Cette question réveilla en lui le souvenir d’une gentille aventure qui lui était arrivée naguère. Il en revit les moindres détails. Elle l’égaya tout un jour dans sa misérable geôle…

HISTOIRE D’UNE GORGERETTE.

… Il avait, un matin, rencontré une femme qui, à pied, s’en allait à-z-Aï (à Aix) avec sa fille, une mignonne de seize à dix-sept ans, un peu frêle, mais d’autant plus gracieuse.

— Eh, bonjour, bonne dame ! Où allez-vous comme ça, avec une si jolie fille ? et si bien attiffées toutes les deux ? Les chemins ne sont pas sûrs.

— Pas sûrs, les chemins ! dit la femme. Oh ! que si !… Gaspard de Besse rôde par là, et nous protégerait de « mauvais rencontre ». Il est doux au pauvre monde !

Gaspard fut charmé.

— Vous pouvez, en effet, dit-il compter sur lui. Il aime les pauvres gens. Mais tout cela ne me dit pas où vous allez ?

— A Aix, mon gentilhomme, consulter un avocat.

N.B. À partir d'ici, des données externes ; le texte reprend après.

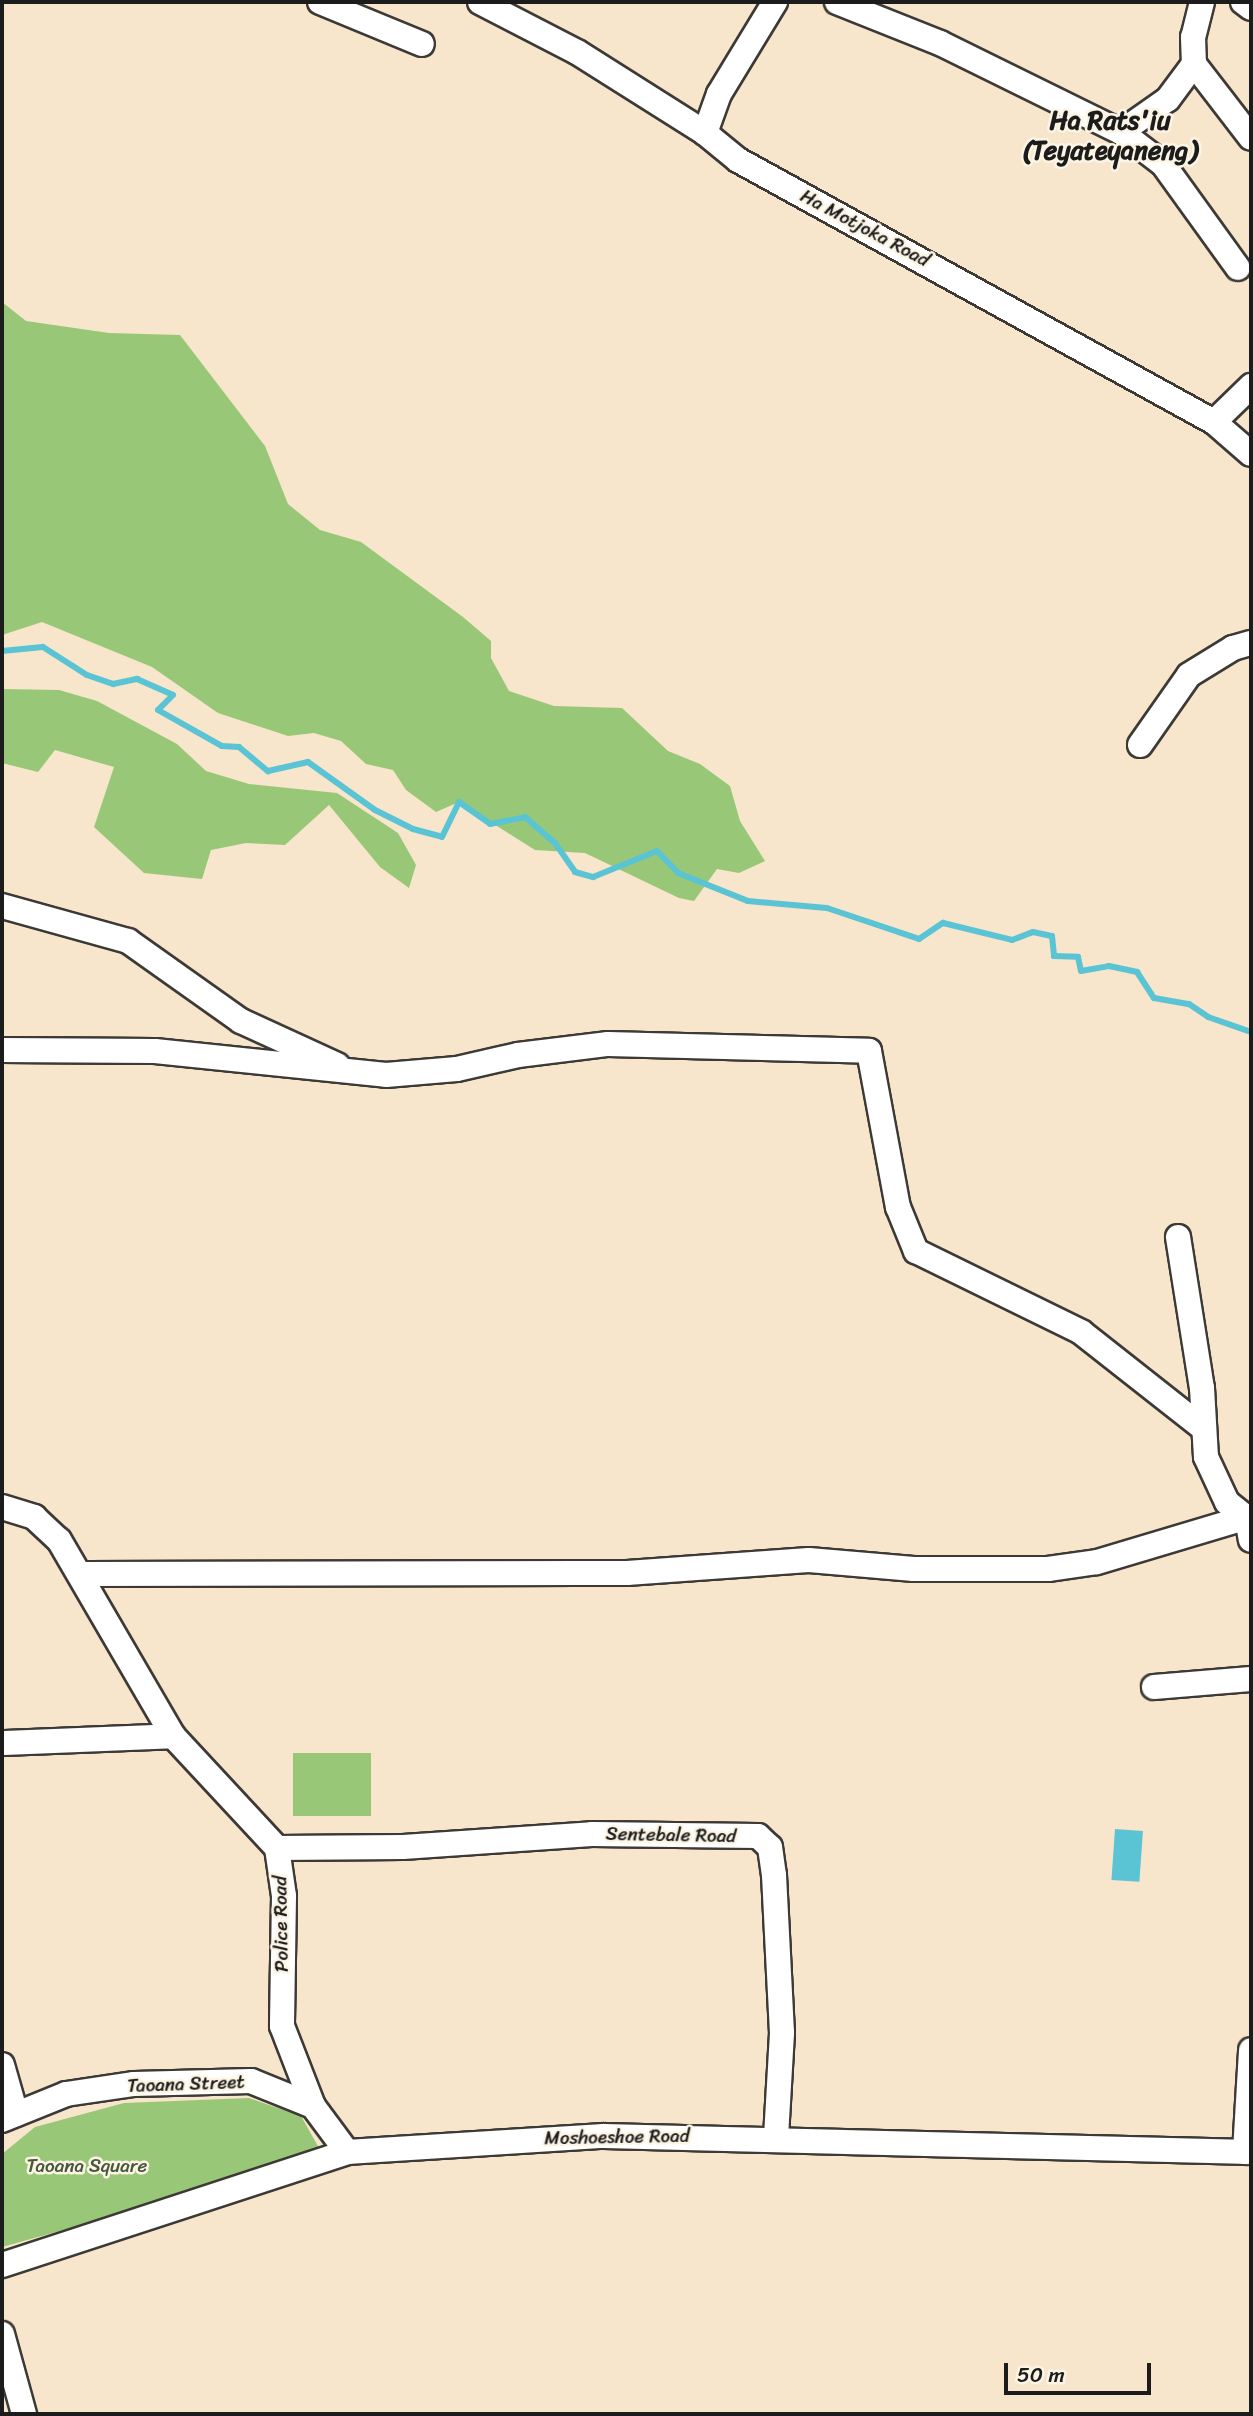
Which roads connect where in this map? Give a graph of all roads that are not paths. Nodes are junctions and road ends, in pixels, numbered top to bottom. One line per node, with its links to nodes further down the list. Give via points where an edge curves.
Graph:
1 (320, 2): 8 (street)
2 (480, 2): 11 (street, Ha Motjoka Road, via 577,52)
3 (775, 2): 11 (street, via 719,94)
4 (837, 2): 10 (street, via 940,43)
5 (1202, 2): 9 (street, via 1193,37)
6 (1243, 2): 7 (street)
7 (1251, 8)
8 (422, 44)
9 (1194, 64): 10 (street, via 1168,99); 12 (street)
10 (1121, 132): 13 (street, via 1163,164)
11 (705, 133): 15 (street, Ha Motjoka Road, via 738,160)
12 (1251, 138)
13 (1238, 268)
14 (1251, 386): 15 (street)
15 (1214, 422): 16 (street, Ha Motjoka Road)
16 (1251, 454)
17 (1251, 643): 18 (street, via 1233,648 1189,675)
18 (1140, 746)
19 (2, 906): 21 (street, via 128,941 241,1021)
20 (2, 1050): 21 (street, via 155,1051)
21 (353, 1073): 23 (street, via 457,1069 517,1055 608,1044 869,1051 898,1207 916,1251 1081,1332)
22 (1178, 1237): 23 (street, via 1202,1388)
23 (1203, 1428): 25 (street, via 1216,1486)
24 (2, 1507): 26 (street, Police Road, via 34,1517 59,1540)
25 (1250, 1525): 26 (street, via 1097,1562 1048,1569 914,1569 809,1559 627,1573)
26 (82, 1574): 29 (street, Police Road)
27 (1251, 1679): 28 (street)
28 (1154, 1687)
29 (173, 1736): 30 (street); 31 (street, Police Road)
30 (2, 1743)
31 (277, 1848): 34 (street, Police Road, via 284,1896 282,2026); 36 (street, Sentebale Road, via 403,1847 592,1834 758,1836 769,1847 774,1875 782,2033)
32 (1251, 2050): 38 (street)
33 (2, 2065): 35 (street)
34 (313, 2106): 35 (street, Taoana Street, via 251,2081 191,2080 66,2094); 37 (street)
35 (9, 2117)
36 (776, 2138): 37 (street, Moshoeshoe Road, via 604,2136); 38 (street, Moshoeshoe Road)
37 (348, 2152): 39 (street, Moshoeshoe Road)
38 (1248, 2152)
39 (2, 2265)
40 (2, 2334): 41 (street)
41 (24, 2414)

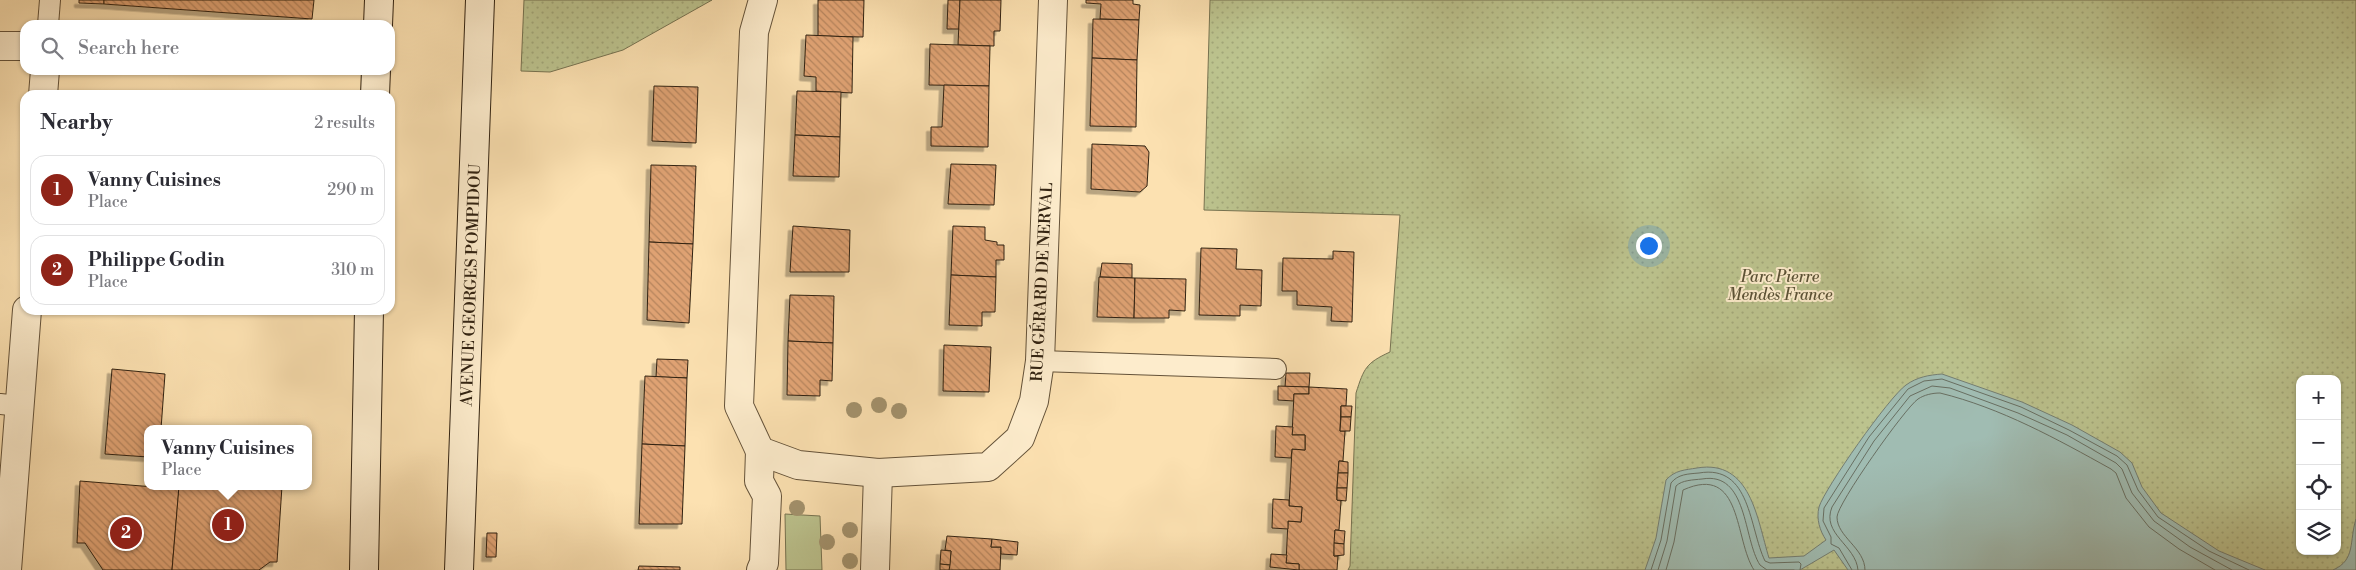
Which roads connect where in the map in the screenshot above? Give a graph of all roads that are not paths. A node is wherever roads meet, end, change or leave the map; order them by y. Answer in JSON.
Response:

Gaspard n’aimait pas les avocats parce qu’indifféremment, disait-il, ils plaident pour ou contre l’innocent, ce qui, ainsi présenté, est une fausse conception de la profession d’avocat. La défense est une garantie de justice ; et il n’est pas vrai de dire que la culpabilité ou l’innocence n’émeuvent pas fort différemment les défenseurs.